Stored data entries
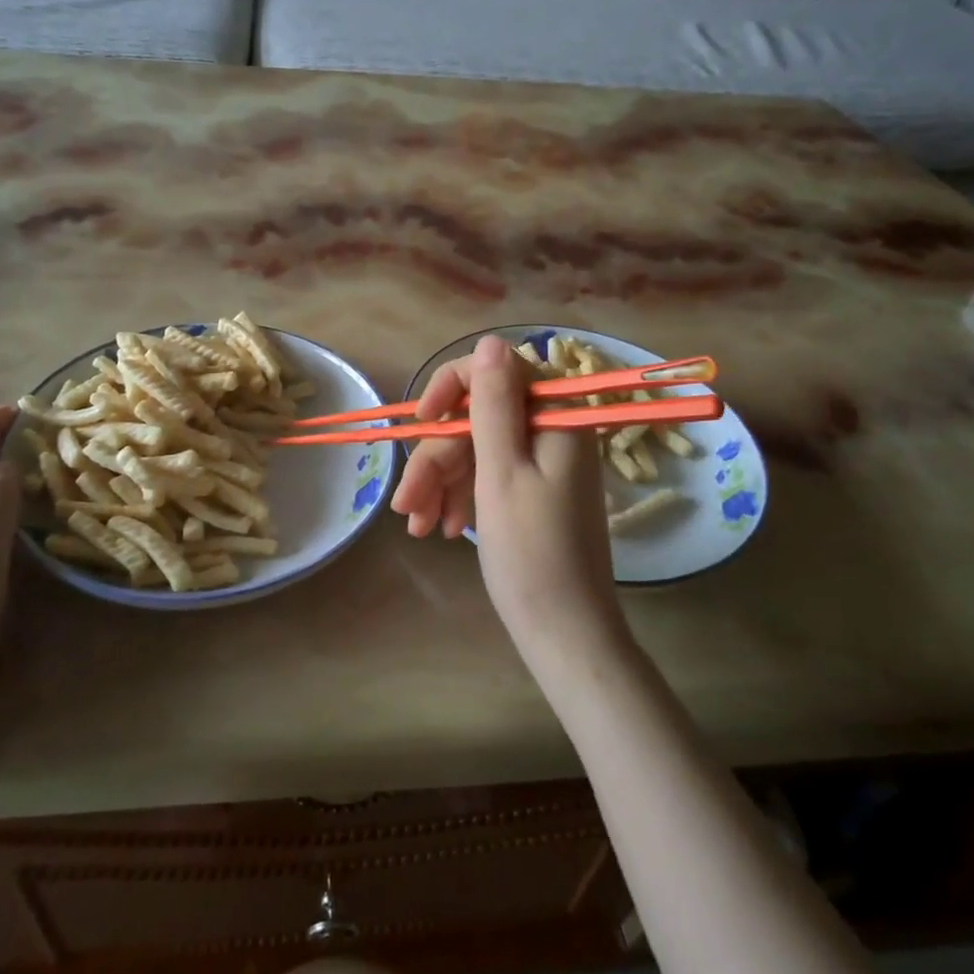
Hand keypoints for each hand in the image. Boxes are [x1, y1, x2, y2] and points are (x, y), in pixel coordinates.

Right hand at [392, 337, 623, 654]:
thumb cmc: (532, 554)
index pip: (496, 371)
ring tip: (419, 527)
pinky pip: (489, 476)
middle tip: (408, 506)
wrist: (565, 633)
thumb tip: (492, 340)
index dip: (451, 389)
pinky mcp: (534, 490)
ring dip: (442, 483)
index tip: (422, 423)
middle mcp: (552, 431)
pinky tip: (444, 530)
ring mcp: (543, 462)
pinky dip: (461, 497)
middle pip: (478, 418)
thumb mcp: (502, 473)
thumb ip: (494, 404)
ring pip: (477, 449)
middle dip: (438, 458)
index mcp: (554, 417)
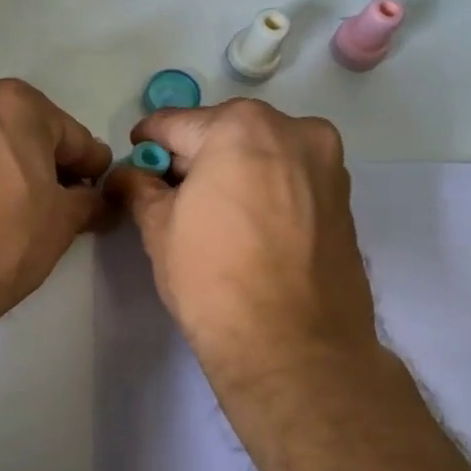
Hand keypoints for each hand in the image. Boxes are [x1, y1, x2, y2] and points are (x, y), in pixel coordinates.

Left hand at [0, 79, 111, 327]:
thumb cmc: (3, 240)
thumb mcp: (62, 223)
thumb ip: (88, 201)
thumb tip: (95, 199)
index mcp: (15, 105)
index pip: (71, 136)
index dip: (90, 167)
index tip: (96, 191)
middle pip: (22, 132)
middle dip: (42, 163)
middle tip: (55, 204)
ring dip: (2, 168)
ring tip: (10, 212)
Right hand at [105, 99, 377, 383]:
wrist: (294, 347)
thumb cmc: (213, 278)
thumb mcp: (158, 228)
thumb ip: (138, 188)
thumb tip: (126, 175)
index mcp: (241, 127)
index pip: (175, 123)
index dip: (146, 144)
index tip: (134, 163)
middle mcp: (293, 131)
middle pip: (224, 133)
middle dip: (193, 158)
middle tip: (169, 195)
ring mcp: (326, 164)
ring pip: (261, 154)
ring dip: (231, 172)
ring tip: (211, 216)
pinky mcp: (344, 199)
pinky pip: (289, 179)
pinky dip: (264, 190)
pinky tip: (247, 228)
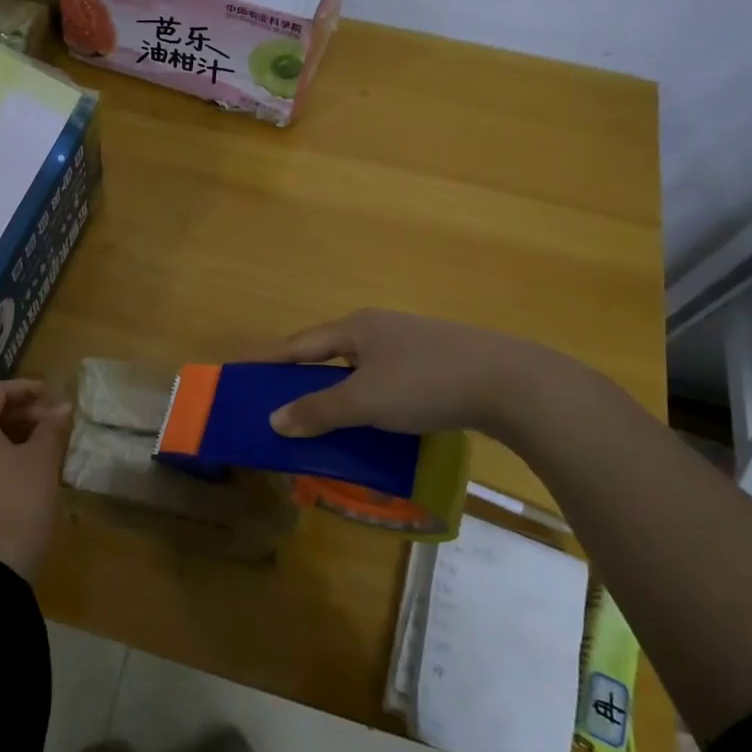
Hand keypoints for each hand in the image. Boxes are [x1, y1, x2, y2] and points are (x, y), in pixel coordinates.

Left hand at [0, 379, 71, 581]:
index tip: (52, 395)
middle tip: (53, 420)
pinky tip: (28, 466)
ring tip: (45, 442)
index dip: (26, 388)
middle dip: (22, 411)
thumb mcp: (42, 459)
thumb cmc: (21, 499)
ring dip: (14, 432)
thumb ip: (51, 427)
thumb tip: (61, 407)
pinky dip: (2, 453)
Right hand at [257, 309, 565, 439]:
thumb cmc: (427, 384)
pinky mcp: (438, 363)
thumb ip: (318, 410)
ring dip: (336, 392)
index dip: (266, 360)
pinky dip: (368, 400)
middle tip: (276, 402)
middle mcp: (380, 329)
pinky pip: (387, 381)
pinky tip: (373, 422)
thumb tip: (274, 420)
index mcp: (356, 328)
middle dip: (301, 377)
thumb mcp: (365, 401)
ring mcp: (411, 345)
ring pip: (360, 369)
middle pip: (328, 353)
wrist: (513, 383)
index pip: (298, 344)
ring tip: (321, 418)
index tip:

Task to carry out => Transcribe the entries above exactly, from their first line through the line with "middle pip: (22, 132)", and omit all pictures.

Task answer =>
Hand keypoints for each hand in the image. Boxes are [x1, y1, x2, y2] and points are (x, y), in pixel coordinates.

Right hand at [392, 337, 623, 654]:
thumb cmc: (532, 554)
index pip: (496, 371)
ring tip: (419, 527)
pinky pip: (489, 476)
middle tip: (408, 506)
wrist: (565, 633)
thumb tip: (492, 340)
index dip: (451, 389)
pinky mcp: (534, 490)
ring dip: (442, 483)
index tip: (422, 423)
middle mcp: (552, 431)
pinky tip: (444, 530)
ring mcp: (543, 462)
pinky dip: (461, 497)
middle pip: (478, 418)
thumb mcp: (502, 473)
thumb ip: (494, 404)
ring pip: (477, 449)
middle dip: (438, 458)
index mcp: (554, 417)
Hand keypoints for each hand in the image. Boxes are [x1, y1, x2, y2] and points are (x, y), in pixel coordinates.

Left hand at [0, 79, 111, 327]:
thumb cmc: (3, 240)
thumb mcp: (62, 223)
thumb ip: (88, 201)
thumb tip: (95, 199)
index mcp: (15, 105)
index pip: (71, 136)
index dip: (90, 167)
index tip: (96, 191)
middle pip: (22, 132)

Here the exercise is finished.